Quelque chose la fit alors pousser une plainte qui ressemblait à des sanglots. Un tambour se fit dans sa tête, lui martelant les tympans. La bonté et la compréhension du lapin, qu’elle reconnaissait enfin, la firent brusquement se catapulter contre le sol, des sentiments plus doux voulaient la traverser, se répandre sur son cœur, inverser la logique des choses les plus sombres en elle, et cela lui fit affreusement mal. Son animal au cœur, lui, s’était redressé, sentant le danger. Grimaçant, il se prépara à se défendre, car il savait que ce serait la fin d’un monde, la fin d’un royaume désertique où il était le maître, si jamais elle lui échappait. Retroussant ses babines, il se mit sur ses pattes, prit de l’élan, et s’élança sur le lièvre. A elle, il lui semblait qu’il griffait son cœur pour toujours continuer à s’implanter, et dans le même temps qu’il faisait bouger son propre corps. C'était elle qui s'élançait sur le lièvre. Ce lièvre qui, un instant plus tôt, s'était avancé vers elle.

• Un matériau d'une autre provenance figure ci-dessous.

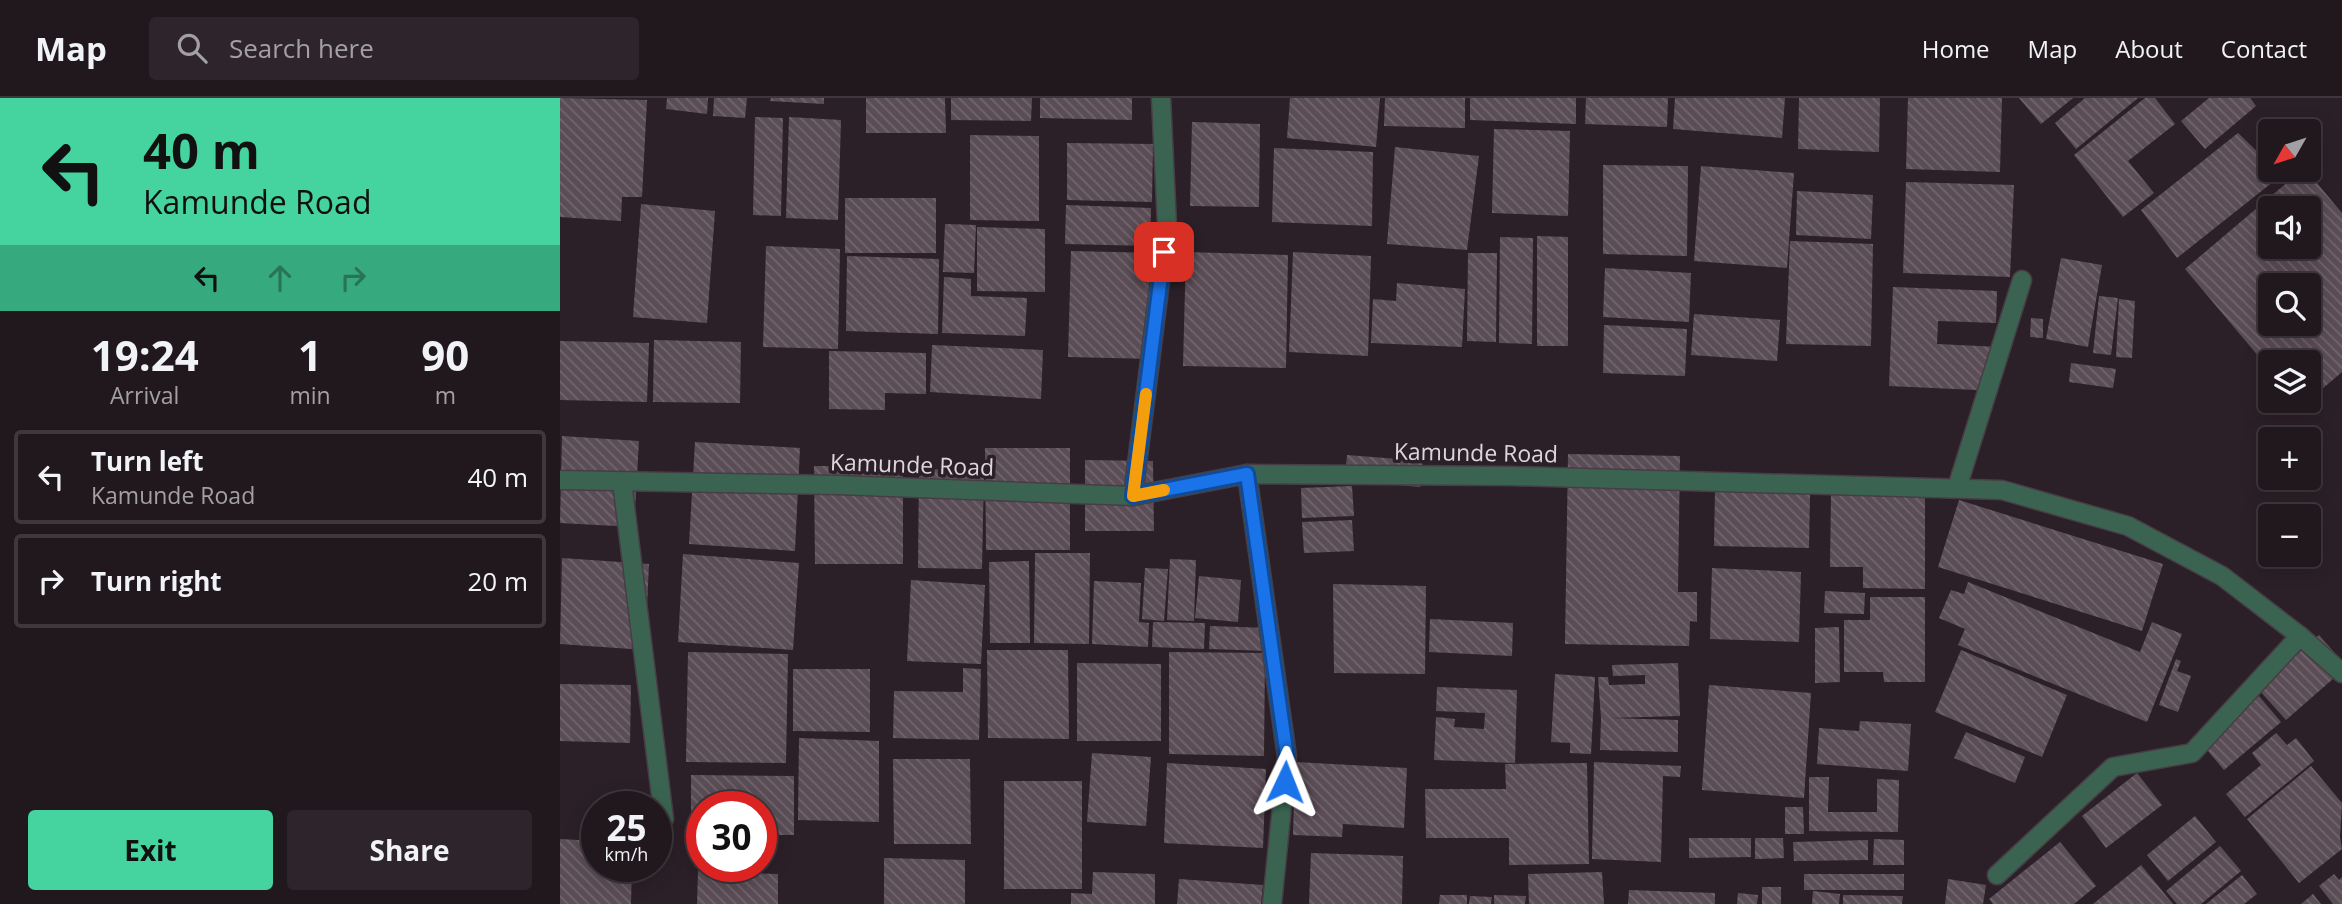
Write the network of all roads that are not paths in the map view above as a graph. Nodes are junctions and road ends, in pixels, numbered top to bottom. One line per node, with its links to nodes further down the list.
1 (1161, 98): 7 (street)
2 (2022, 280): 6 (street)
3 (1247, 474): 6 (street, Kamunde Road); 7 (street, Kamunde Road); 12 (street)
4 (560, 480): 5 (street, Kamunde Road)
5 (622, 482): 7 (street, Kamunde Road); 10 (street)
6 (1957, 488): 8 (street, Kamunde Road)
7 (1133, 496)
8 (2300, 636): 9 (street, Kamunde Road); 11 (street)
9 (2342, 673)
10 (661, 791)
11 (1997, 875)
12 (1272, 904)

Cela lui fit si mal, de se dire qu’il y avait toujours eu une possibilité pour autre chose, qu’elle avait toujours existé et qu’elle ne l’avait pas choisie, et que c’était le lièvre qui venait la lui donner, lui qui essayait de la purger, alors qu’elle avait tué aveuglément.
Et maintenant elle se arquait contre le sol, donnait des ruades, prise de la tête aux pieds, des pattes aux oreilles par des forces opposées qui se battaient en elle. Elle eut les visions de ce qui l’avait heurté le plus profondément. Alors elle hurla sur le coup de la douleur de ce rappel. La douleur devenait insoutenable, et pendant ce temps le lièvre et la bête en elle lutaient tous deux, se griffaient et se mordaient violemment, et elle voulait s’effondrer, toujours s’effondrer, tomber dans l’oubli, anesthésier sa douleur, son propre être, pour ne plus ressentir, ne plus jamais être la proie de ce sentiment de dégoût pour elle-même.
C’est alors qu’elle tomba pour de bon.
Au fond d'elle-même.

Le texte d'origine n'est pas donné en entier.